3.5. Reflection Checkpoint: Data Ingestion Mastery
Key Takeaways
Before proceeding to Phase 3, ensure you can:
- Choose between full and incremental loads based on data volume and change tracking capabilities
- Explain Type 2 SCD and implement it to preserve historical dimension values
- Select the appropriate data store (Lakehouse, Warehouse, KQL Database) based on query language and workload
- Differentiate between database mirroring (Azure SQL, Cosmos DB) and metadata mirroring (Databricks)

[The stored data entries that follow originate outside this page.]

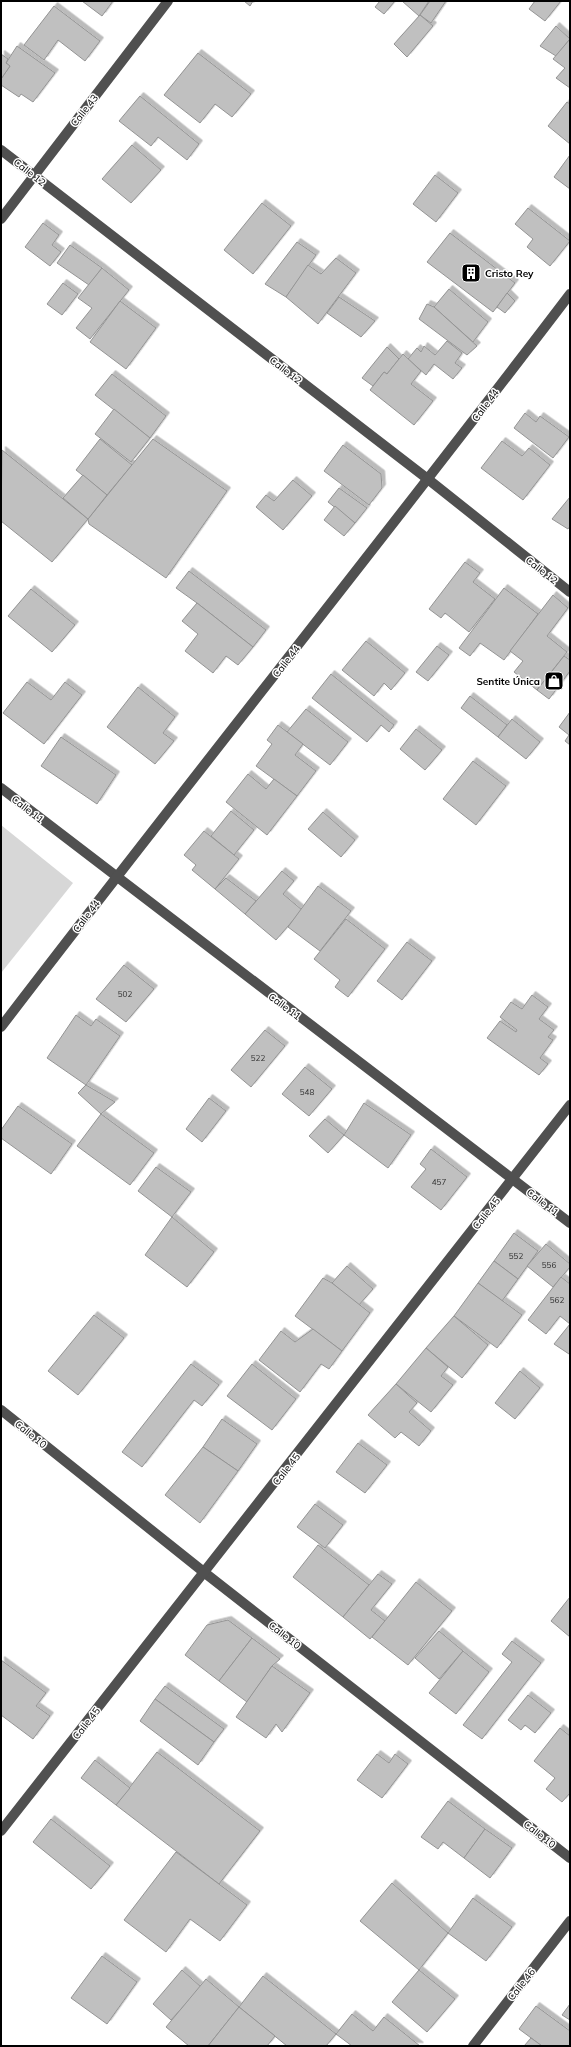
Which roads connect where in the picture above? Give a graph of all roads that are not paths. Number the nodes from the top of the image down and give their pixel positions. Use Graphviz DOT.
graph roads {
  1 [pos="168,1"];
  2 [pos="1,150"];
  3 [pos="34,176"];
  4 [pos="1,219"];
  5 [pos="570,294"];
  6 [pos="429,480"];
  7 [pos="570,592"];
  8 [pos="1,788"];
  9 [pos="115,877"];
  10 [pos="1,1027"];
  11 [pos="570,1105"];
  12 [pos="513,1179"];
  13 [pos="570,1223"];
  14 [pos="1,1410"];
  15 [pos="205,1573"];
  16 [pos="1,1831"];
  17 [pos="570,1858"];
  18 [pos="570,1921"];
  19 [pos="473,2046"];
  1 -- 3 [label="street, Calle 43"];
  2 -- 3 [label="street, Calle 12"];
  3 -- 4 [label="street, Calle 43"];
  3 -- 6 [label="street, Calle 12"];
  5 -- 6 [label="street, Calle 44"];
  6 -- 7 [label="street, Calle 12"];
  6 -- 9 [label="street, Calle 44"];
  8 -- 9 [label="street, Calle 11"];
  9 -- 10 [label="street, Calle 44"];
  9 -- 12 [label="street, Calle 11"];
  11 -- 12 [label="street, Calle 45"];
  12 -- 13 [label="street, Calle 11"];
  12 -- 15 [label="street, Calle 45"];
  14 -- 15 [label="street, Calle 10"];
  15 -- 16 [label="street, Calle 45"];
  15 -- 17 [label="street, Calle 10"];
  18 -- 19 [label="street, Calle 46"];
}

- Configure Spark Structured Streaming with proper checkpointing to Delta tables
- Select the appropriate windowing function (tumbling, hopping, session) for streaming aggregations
Connecting Forward
In Phase 3, you'll learn to monitor and optimize the data pipelines you've built. The ingestion patterns from Phase 2 become the subjects of performance tuning and error handling in Phase 3.
Self-Assessment Questions
-
Your daily sales pipeline processes 50 million records, but only 100,000 change each day. The source database has a
ModifiedDateTimecolumn. What loading pattern would you implement, and how would you track progress? -
A customer dimension needs to track address changes for historical sales analysis by region. A colleague recommends Type 1 SCD for simplicity. Why might this cause problems, and what would you recommend instead?
-
Your real-time dashboard shows sensor data with 5-minute latency, but the business requires sub-second updates. The current architecture uses batch notebooks. What components would you change to achieve the latency requirement?